If you walk into a bank, they’ll often tell you to come back with around:
$50K–$60K upfront
That usually includes:
- a deposit
- Lenders Mortgage Insurance (LMI)
- stamp duty
- legal costs
And just like that…
buying a home can feel out of reach.
Even if you can comfortably afford the repayments.
The part most buyers don’t realise
That estimate assumes you’re doing it the “standard” way.
But most first home buyers don’t actually buy that way anymore.
There are ways to reduce — or even remove — some of those upfront costs.
And that’s where things start to shift.
How the big costs get reduced
One of the biggest changes comes from the Home Guarantee Scheme.
If you’re eligible, it allows you to:
- buy with a smaller deposit
- avoid Lenders Mortgage Insurance
LMI alone can cost $20K–$25K+.
So removing that makes a huge difference straight away.
On top of that, many buyers qualify for:
- stamp duty concessions (saving $10K–$30K+)
- or the First Home Owner Grant (often $10K–$30K for new homes)
These aren’t small savings — they can dramatically reduce your upfront costs.
What if you don’t want the full loan?
For some buyers, it’s not just about the deposit.
It’s about the size of the loan itself.
That’s where the Help to Buy scheme can come in.
With this option:
- the government can contribute up to 40% for a new home
- or up to 30% for an existing home
This means:
- you borrow less
- your repayments are lower
- and getting started can feel more manageable
You still live in the home and build equity — just with shared ownership.
For buyers worried about affordability, this can completely change the numbers.
How we help close the gap
On top of government support, this is where we add another layer.

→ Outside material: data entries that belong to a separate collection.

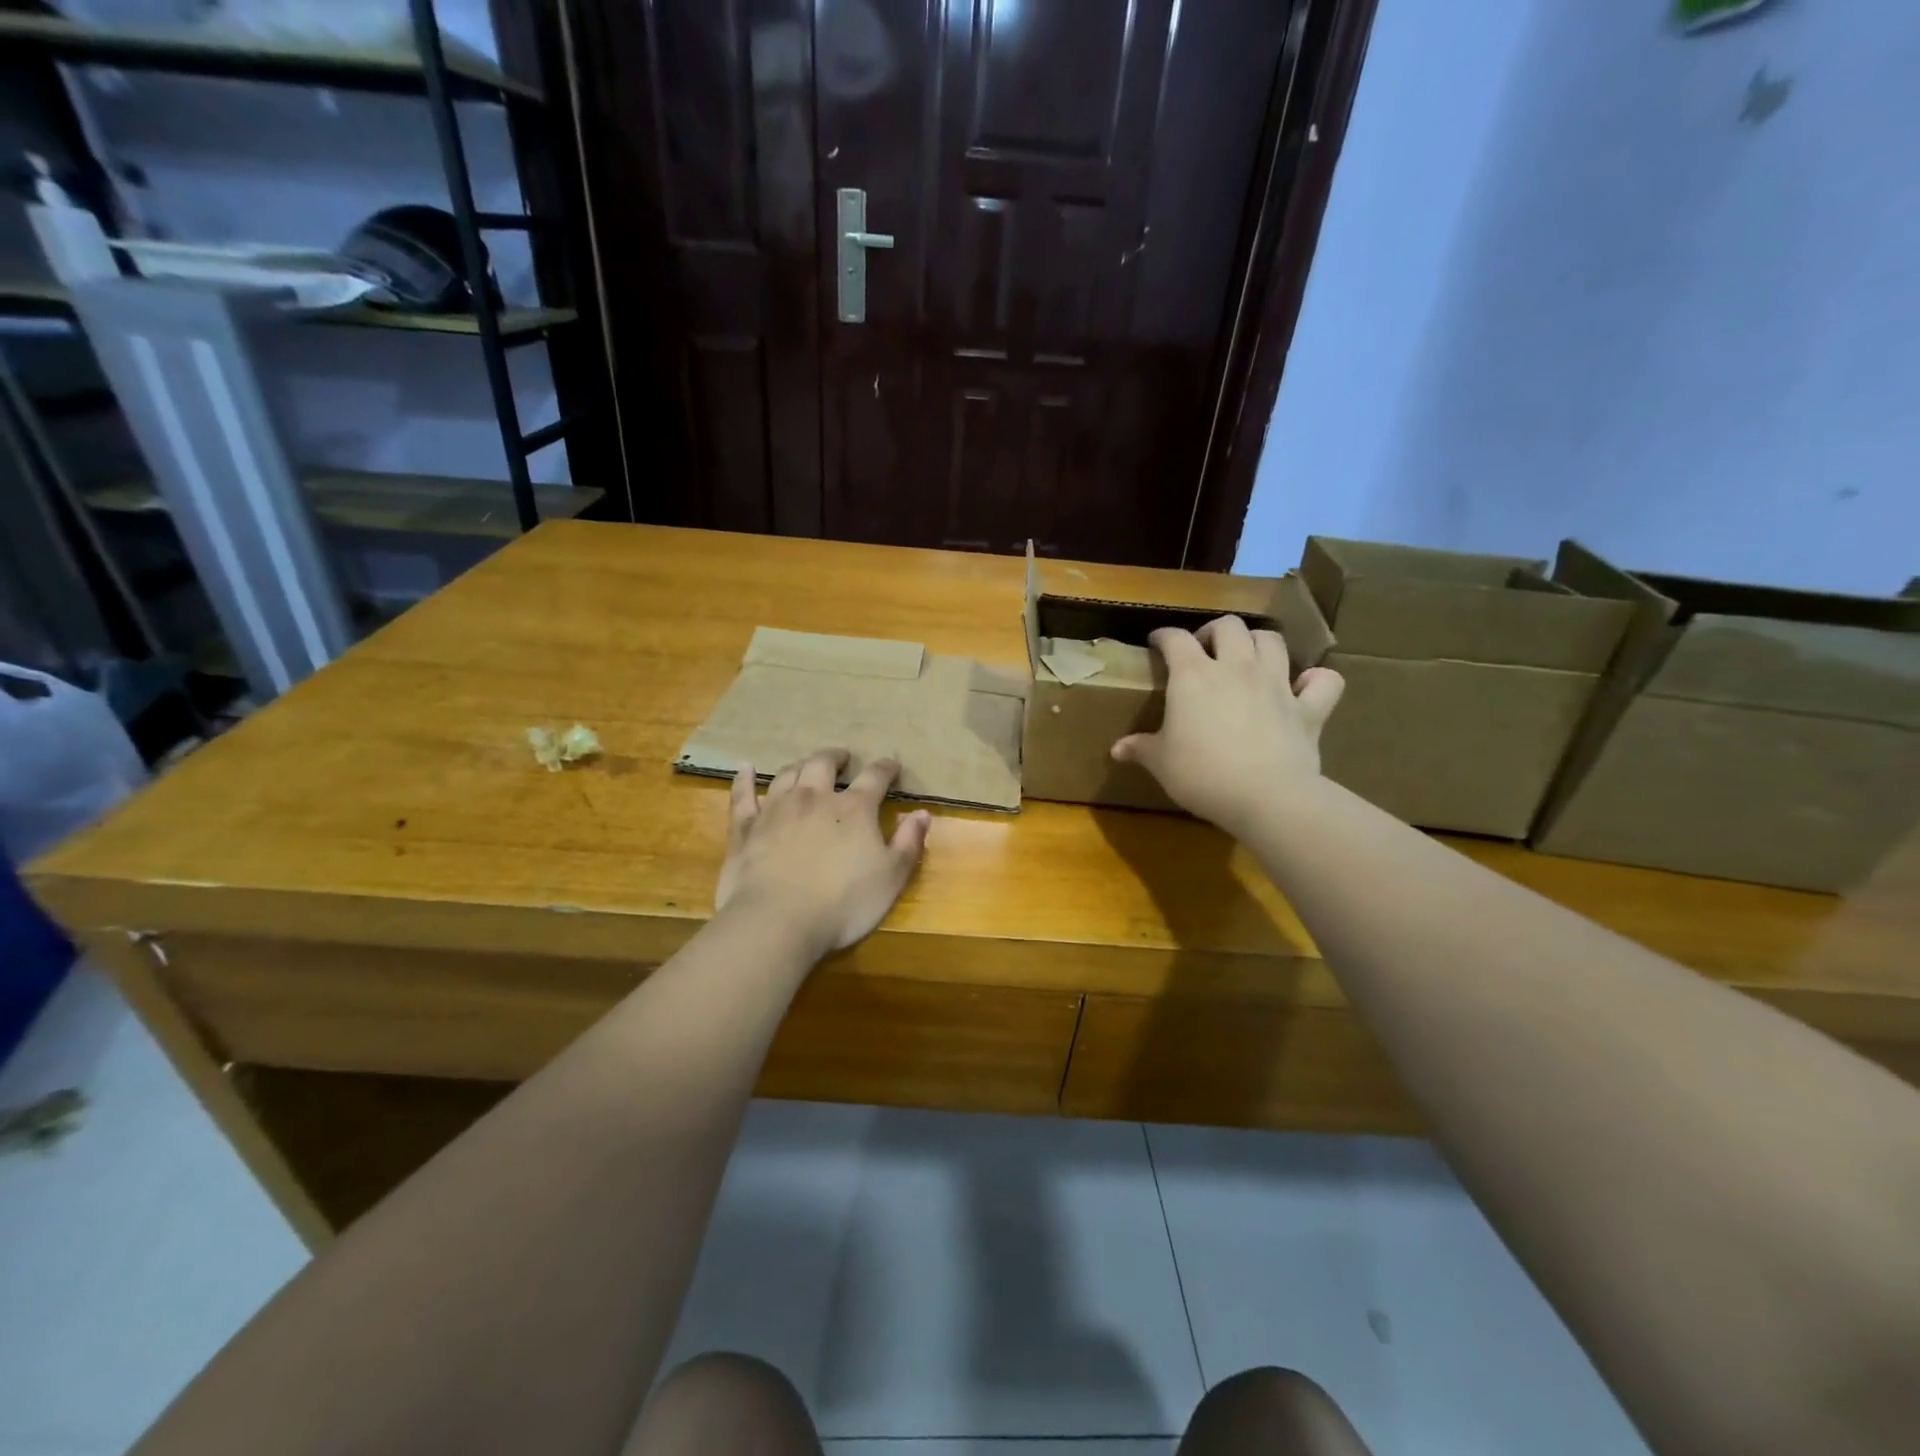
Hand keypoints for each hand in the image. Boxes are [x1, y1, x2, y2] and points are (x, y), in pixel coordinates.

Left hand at [715, 748, 932, 956]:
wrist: (777, 921)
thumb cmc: (843, 903)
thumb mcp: (891, 878)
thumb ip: (909, 843)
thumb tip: (922, 813)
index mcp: (854, 809)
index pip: (875, 777)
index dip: (886, 768)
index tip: (892, 765)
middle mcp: (814, 798)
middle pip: (824, 764)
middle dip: (836, 758)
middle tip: (843, 759)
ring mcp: (776, 810)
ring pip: (788, 775)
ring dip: (800, 766)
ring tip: (806, 766)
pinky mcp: (745, 828)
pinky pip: (743, 795)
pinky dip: (745, 779)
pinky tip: (745, 768)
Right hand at [1112, 616, 1343, 836]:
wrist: (1264, 796)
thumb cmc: (1201, 774)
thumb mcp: (1161, 763)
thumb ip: (1140, 749)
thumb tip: (1117, 749)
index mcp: (1193, 675)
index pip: (1175, 639)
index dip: (1164, 636)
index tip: (1157, 642)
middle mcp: (1237, 668)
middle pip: (1229, 626)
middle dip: (1214, 631)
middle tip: (1204, 650)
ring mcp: (1276, 684)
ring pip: (1272, 641)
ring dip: (1258, 643)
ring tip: (1248, 658)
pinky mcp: (1308, 708)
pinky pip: (1324, 681)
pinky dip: (1316, 680)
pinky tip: (1304, 687)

We offer a $10K Deposit Boost™ to eligible buyers.
It’s a gift — not a loan.
Made possible through our build network.
When combined with everything else available…
it can be the final piece that gets you over the line.

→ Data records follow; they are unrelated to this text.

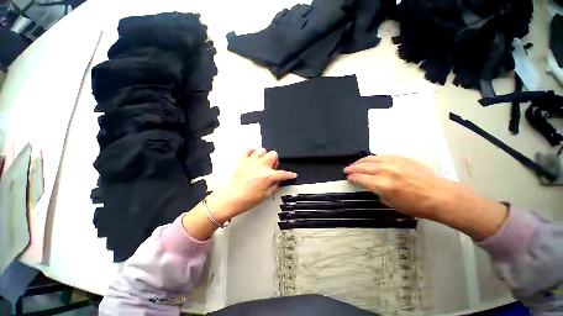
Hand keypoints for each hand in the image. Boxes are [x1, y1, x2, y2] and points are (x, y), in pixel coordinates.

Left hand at [208, 148, 296, 222]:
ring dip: (265, 156)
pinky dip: (252, 151)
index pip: (283, 173)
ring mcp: (251, 162)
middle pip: (273, 154)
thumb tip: (279, 180)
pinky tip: (254, 157)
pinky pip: (248, 150)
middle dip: (275, 161)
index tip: (292, 174)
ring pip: (262, 150)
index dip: (289, 175)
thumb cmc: (246, 199)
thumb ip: (275, 185)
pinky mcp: (243, 161)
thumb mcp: (266, 195)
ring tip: (263, 163)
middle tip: (272, 168)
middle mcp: (260, 166)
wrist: (231, 199)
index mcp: (267, 176)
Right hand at [344, 155, 443, 218]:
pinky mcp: (400, 158)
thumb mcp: (391, 203)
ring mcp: (393, 162)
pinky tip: (370, 160)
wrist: (438, 195)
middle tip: (347, 170)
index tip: (348, 178)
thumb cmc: (415, 205)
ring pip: (370, 158)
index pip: (360, 178)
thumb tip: (371, 186)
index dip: (352, 178)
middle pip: (363, 167)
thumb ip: (378, 192)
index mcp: (382, 185)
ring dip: (360, 161)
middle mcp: (385, 171)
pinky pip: (381, 156)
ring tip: (355, 164)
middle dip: (352, 168)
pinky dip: (372, 158)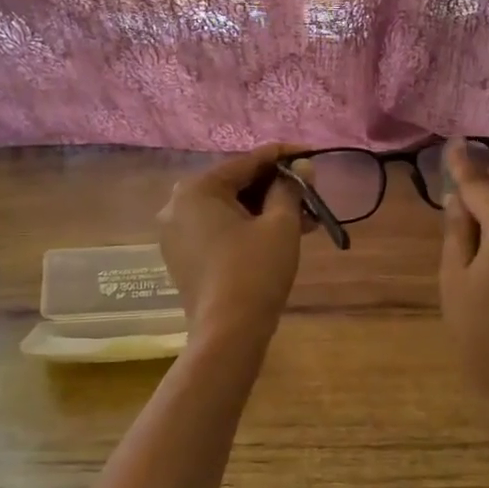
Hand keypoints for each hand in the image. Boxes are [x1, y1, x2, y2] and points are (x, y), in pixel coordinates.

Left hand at [157, 144, 308, 347]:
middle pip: (236, 184)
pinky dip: (247, 228)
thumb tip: (302, 166)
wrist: (228, 333)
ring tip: (305, 217)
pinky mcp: (183, 257)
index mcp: (197, 189)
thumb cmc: (255, 271)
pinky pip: (219, 230)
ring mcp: (176, 233)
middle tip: (311, 190)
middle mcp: (177, 205)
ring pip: (229, 209)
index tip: (312, 153)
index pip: (247, 162)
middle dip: (276, 187)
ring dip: (266, 210)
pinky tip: (280, 234)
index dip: (284, 156)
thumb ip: (290, 188)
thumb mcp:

So how does $60K become ~$15K?
Here’s a simplified example:
Starting point (standard approach):
$50K–$60K needed upfront
Now apply:
- No LMI → –$20K to $25K
- Stamp duty concessions → –$10K to $30K
- First Home Owner Grant → –$10K+
- MWC Deposit Boost™ → –$10K
Suddenly…
Your required savings can drop significantly
In some cases, to around $15K
Exact numbers vary depending on your situation, location, and eligibility.
But this is where most buyers have their “wait… what?” moment.
The takeaway
Most buyers don’t struggle because they can’t afford a home.
They struggle because the upfront costs feel too high.
But when you understand what’s available…
that gap can shrink faster than you expect.
The question isn’t:
“Is this too good to be true?”
It’s:
“What would this actually look like for me?”